Enabling rescoring often increases the number of peptide identifications. Why is it not enabled by default?
You can make Percolator the default by setting the mascot.dat option:
Percolator 1
The factory default is 0 (not enabled). You can also set the default for the search form as a cookie.
It’s very important to be able to turn off machine learning if it isn’t working correctly with your data. For example, the Percolator model can fail to converge if you have too few target matches, or too few decoy matches, or the matches aren’t of sufficient quality. When the model does converge, Percolator rarely makes the results worse, but it’s important to be able to compare them with and without machine learning to appreciate whether and how much of a difference it makes. Always study the machine learning quality report.

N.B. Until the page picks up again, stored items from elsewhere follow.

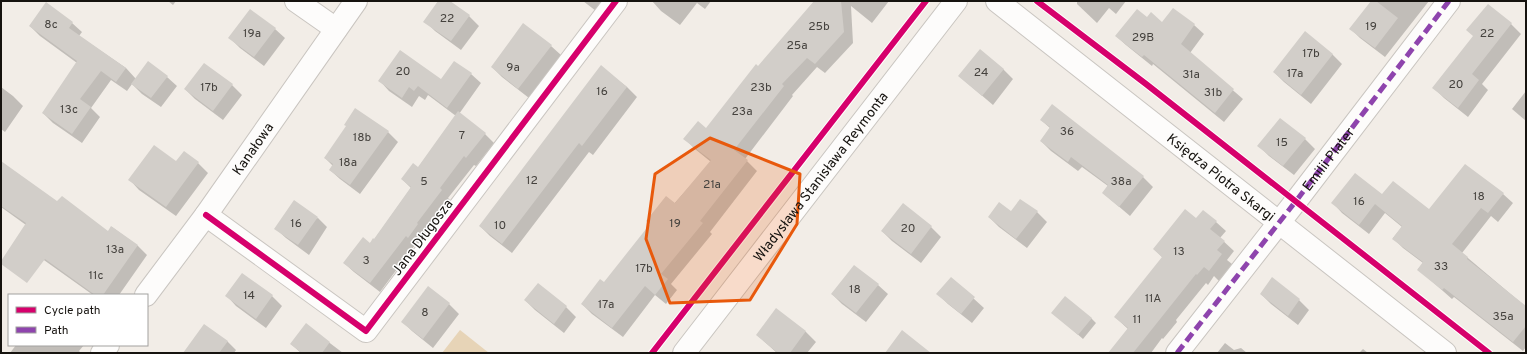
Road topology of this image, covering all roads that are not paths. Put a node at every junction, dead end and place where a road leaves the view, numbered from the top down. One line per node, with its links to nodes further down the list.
1 (296, 1): 7 (street)
2 (356, 1): 7 (street, Kanałowa)
3 (616, 1): 8 (street, Jana Długosza)
4 (956, 1): 11 (street, Władysława Stanisława Reymonta)
5 (997, 1): 9 (street, Księdza Piotra Skargi)
6 (1449, 1): 9 (street, Emilii Plater)
7 (336, 28): 8 (street, Kanałowa)
8 (206, 215): 10 (street, Kanałowa)
9 (1279, 222): 12 (street, Emilii Plater); 13 (street, Księdza Piotra Skargi)
10 (147, 294)
11 (684, 353)
12 (1177, 353)
13 (1445, 353)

What machine learning cannot do
Machine learning is not a substitute for a proper statistical scoring scheme. Remember the old adage garbage in, garbage out. Something (that is, the Mascot ions score) must provide good enough discrimination for semi-supervised machine learning to get started. It cannot magically turn poor quality PSMs into high-quality PSMs. The better the database search results, the better the machine learning.
Rescoring also cannot be used for discovering peptides that are not in the database, because it doesn’t ‘invent’ new peptides during the training step. It just uses peptide identifications provided by the search engine. It’s as important as ever to make sure your search space is complete: the right sequence database(s); suitable fixed and variable modifications; enzyme and missed cleavages.